Apart from that, my two 8 year-olds have a good time. I am completely fried, harassed, hot and bothered by the end of the hour, but remind myself that I must not, under any circumstances, destroy the kid’s buzz.

Constructive teamwork is so cool to watch and be part of so I am disappointed our section of Box-land ended up the way it did. I’m sure there were positive, more supervised, engaging, dynamic group experiences all through Box-land, as this show has been “performed in cities around the world with critical acclaim.”

Frustrations and disappointments, and how to overcome them, is no doubt part of Polyglot’s aim here, but I can only speak to my experience yesterday. To avoid a complete melt-down, in the middle of a tower of boxes, with no immediate escape route, a lot of patience and supervision was required from me, plus occasional careful strategic intervention, for the full 60 minutes. The third time you suggest with a smile on your face that “co-operation and communication with your fellow builders is the key to success,” it gets harder to say, when unsupervised kids don’t care.

Occasionally the Bobs offer something very helpful over the PA like, “Let’s make sure the little kids don’t get lost in amongst any boxes.” I speculate on whether any of them are parents.

I wonder if practical tweaks in the construction of the initial mass of boxes might help the confusing chaos. The aisles could easily be twice as wide; the overall surface area of Box-land could easily be another 4 metres wide each way; and finally, there are so many boxes, in is hard to find clear ground to start the build: we were falling over our boxes and our neighbours, all the time. “Too many boxes, not enough space,” said the girls, almost in unison. 60 minutes is a very long time under such conditions.
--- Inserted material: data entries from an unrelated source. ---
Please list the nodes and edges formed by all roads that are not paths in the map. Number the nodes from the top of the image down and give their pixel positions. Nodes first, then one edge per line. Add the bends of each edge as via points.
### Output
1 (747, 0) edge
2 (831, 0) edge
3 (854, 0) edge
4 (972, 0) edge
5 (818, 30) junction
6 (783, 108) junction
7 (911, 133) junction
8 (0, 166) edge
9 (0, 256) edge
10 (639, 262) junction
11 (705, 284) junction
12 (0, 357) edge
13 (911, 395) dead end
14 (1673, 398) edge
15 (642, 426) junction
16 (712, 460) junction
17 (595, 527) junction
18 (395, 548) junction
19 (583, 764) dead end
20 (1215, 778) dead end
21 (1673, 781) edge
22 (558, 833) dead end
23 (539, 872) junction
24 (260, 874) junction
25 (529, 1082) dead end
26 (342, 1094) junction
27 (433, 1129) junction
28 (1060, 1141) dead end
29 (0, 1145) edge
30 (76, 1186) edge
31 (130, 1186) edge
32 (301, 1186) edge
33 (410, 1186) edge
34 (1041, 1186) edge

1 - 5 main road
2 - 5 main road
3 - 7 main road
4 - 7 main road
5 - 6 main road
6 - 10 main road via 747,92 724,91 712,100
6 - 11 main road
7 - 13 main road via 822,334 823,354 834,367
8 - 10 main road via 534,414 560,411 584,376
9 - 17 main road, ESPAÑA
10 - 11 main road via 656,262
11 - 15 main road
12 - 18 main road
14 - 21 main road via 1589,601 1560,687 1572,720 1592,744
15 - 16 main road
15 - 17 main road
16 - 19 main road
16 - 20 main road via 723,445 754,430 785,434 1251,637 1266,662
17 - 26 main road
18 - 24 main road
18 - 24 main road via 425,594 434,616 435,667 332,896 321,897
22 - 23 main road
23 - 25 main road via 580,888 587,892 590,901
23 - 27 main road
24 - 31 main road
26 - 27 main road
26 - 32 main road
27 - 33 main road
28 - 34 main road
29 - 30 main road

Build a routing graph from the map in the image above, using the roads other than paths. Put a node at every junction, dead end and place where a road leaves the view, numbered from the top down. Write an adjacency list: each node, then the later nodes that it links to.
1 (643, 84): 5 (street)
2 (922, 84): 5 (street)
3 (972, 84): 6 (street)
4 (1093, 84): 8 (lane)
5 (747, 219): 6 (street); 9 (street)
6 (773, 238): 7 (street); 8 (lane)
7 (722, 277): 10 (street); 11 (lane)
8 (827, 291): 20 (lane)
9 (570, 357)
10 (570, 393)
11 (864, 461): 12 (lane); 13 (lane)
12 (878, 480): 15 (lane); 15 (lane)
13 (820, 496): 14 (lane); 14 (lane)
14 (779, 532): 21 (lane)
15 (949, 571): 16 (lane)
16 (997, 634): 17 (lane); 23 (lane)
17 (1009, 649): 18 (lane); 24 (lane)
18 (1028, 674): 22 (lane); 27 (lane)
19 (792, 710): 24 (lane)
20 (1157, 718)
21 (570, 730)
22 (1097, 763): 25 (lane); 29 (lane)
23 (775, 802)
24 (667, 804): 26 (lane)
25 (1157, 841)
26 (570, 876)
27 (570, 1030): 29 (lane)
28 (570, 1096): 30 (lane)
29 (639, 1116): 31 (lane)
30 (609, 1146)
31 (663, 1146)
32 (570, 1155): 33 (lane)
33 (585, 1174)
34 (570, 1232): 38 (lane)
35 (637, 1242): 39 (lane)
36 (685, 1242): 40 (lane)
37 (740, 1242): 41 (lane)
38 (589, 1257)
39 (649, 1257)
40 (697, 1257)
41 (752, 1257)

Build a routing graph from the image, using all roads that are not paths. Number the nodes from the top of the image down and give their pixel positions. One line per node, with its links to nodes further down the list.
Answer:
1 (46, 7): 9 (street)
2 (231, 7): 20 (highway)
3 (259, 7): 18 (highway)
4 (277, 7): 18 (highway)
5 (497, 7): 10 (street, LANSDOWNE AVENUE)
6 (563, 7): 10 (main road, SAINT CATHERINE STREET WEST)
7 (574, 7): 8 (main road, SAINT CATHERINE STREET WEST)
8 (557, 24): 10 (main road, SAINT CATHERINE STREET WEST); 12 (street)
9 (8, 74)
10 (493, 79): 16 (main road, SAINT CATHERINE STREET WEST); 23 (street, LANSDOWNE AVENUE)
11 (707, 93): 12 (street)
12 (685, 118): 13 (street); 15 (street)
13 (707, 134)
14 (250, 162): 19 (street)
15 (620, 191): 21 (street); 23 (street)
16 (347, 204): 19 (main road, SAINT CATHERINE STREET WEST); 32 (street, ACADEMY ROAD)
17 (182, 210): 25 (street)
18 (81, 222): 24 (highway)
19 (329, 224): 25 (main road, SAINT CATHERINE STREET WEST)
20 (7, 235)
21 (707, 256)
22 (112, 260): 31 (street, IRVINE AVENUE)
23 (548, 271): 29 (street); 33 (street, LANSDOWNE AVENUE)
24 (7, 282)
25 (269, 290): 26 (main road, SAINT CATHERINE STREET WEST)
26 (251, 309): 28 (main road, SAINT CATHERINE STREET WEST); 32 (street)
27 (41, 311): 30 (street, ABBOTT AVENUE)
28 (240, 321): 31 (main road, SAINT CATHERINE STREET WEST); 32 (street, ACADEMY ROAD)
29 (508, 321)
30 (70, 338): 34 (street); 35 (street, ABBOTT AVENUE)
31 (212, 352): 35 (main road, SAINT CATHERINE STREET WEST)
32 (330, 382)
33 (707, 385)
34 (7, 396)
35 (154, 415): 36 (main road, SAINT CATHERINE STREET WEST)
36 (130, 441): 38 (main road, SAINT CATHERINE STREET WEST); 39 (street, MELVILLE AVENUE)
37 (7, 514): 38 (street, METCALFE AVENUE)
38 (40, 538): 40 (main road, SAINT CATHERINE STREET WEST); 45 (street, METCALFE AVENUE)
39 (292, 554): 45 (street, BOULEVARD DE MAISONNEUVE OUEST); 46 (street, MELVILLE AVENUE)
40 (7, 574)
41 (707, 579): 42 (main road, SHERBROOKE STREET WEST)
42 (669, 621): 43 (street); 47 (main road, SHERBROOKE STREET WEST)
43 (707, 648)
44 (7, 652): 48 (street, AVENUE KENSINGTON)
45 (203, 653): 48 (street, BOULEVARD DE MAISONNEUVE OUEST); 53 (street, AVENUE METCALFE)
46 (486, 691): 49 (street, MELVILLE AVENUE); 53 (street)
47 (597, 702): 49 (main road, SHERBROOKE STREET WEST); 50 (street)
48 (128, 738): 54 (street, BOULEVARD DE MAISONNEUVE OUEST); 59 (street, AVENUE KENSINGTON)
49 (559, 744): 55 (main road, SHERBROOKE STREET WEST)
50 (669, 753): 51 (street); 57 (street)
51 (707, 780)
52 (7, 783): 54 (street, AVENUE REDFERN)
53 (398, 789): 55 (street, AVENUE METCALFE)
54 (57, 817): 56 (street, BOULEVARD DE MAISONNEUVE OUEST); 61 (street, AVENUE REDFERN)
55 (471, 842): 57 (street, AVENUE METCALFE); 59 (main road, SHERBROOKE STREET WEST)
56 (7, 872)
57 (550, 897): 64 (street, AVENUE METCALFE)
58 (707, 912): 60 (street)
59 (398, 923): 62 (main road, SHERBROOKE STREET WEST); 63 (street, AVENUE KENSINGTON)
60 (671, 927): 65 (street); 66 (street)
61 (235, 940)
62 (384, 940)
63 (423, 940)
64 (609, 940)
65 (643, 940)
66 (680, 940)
The aspects of the hour my two 8 year-olds did enjoy, included: “destroying everything at the end” (I spent this time watching out for two little Indian girls who had lost their parents and nearly got swallowed up in the destruction); “planning, design, decisions, discovering at the start”(i.e., first phase, on arrival — what they would build and where); “looking around at what others had done” and “being interviewed by that guy walking round from bfm.”

The things they didn’t enjoy included, “The big kids being bullies and no one telling the big kids off at the start coz they were ruining everything”; “the little kids kicking stuff down to get past”; “random throwing of boxes”; “screaming little kids.”

While I take on board that micro-management would kill the very essence of this concept and premise, I still say to those parents who let their kids run amok, unsupervised, creating havoc — shame on you. A collective task cannot get underway with any sense of shared enjoyment, if the basic elements of teamwork, are not in place. Our little corner of the universe seemed doomed by bad foundations.

In summary: parents and caregivers, if you are up for the challenge, go for it; it’s a full-on shared experience that your kids will enjoy, if they like compromising, communicating, building and burrowing round in nooks and crannies. It is an interesting observation of human nature; child physiologists would have a field day.

I suggest queuing early; choosing a spot near the edge and the exit; forming a plan for if you lose each other, leaving all unnecessaries (jerseys, cameras, bags and anything else hand-held) in the car (you’re on your feet, using both hands to stop a cascade of boxes coming down, the whole time). In terms of adult to child ratio, I think one to two is best.

As a parent, it may not end up an entertaining or relaxing hour, but your kids may well thank you for making the effort.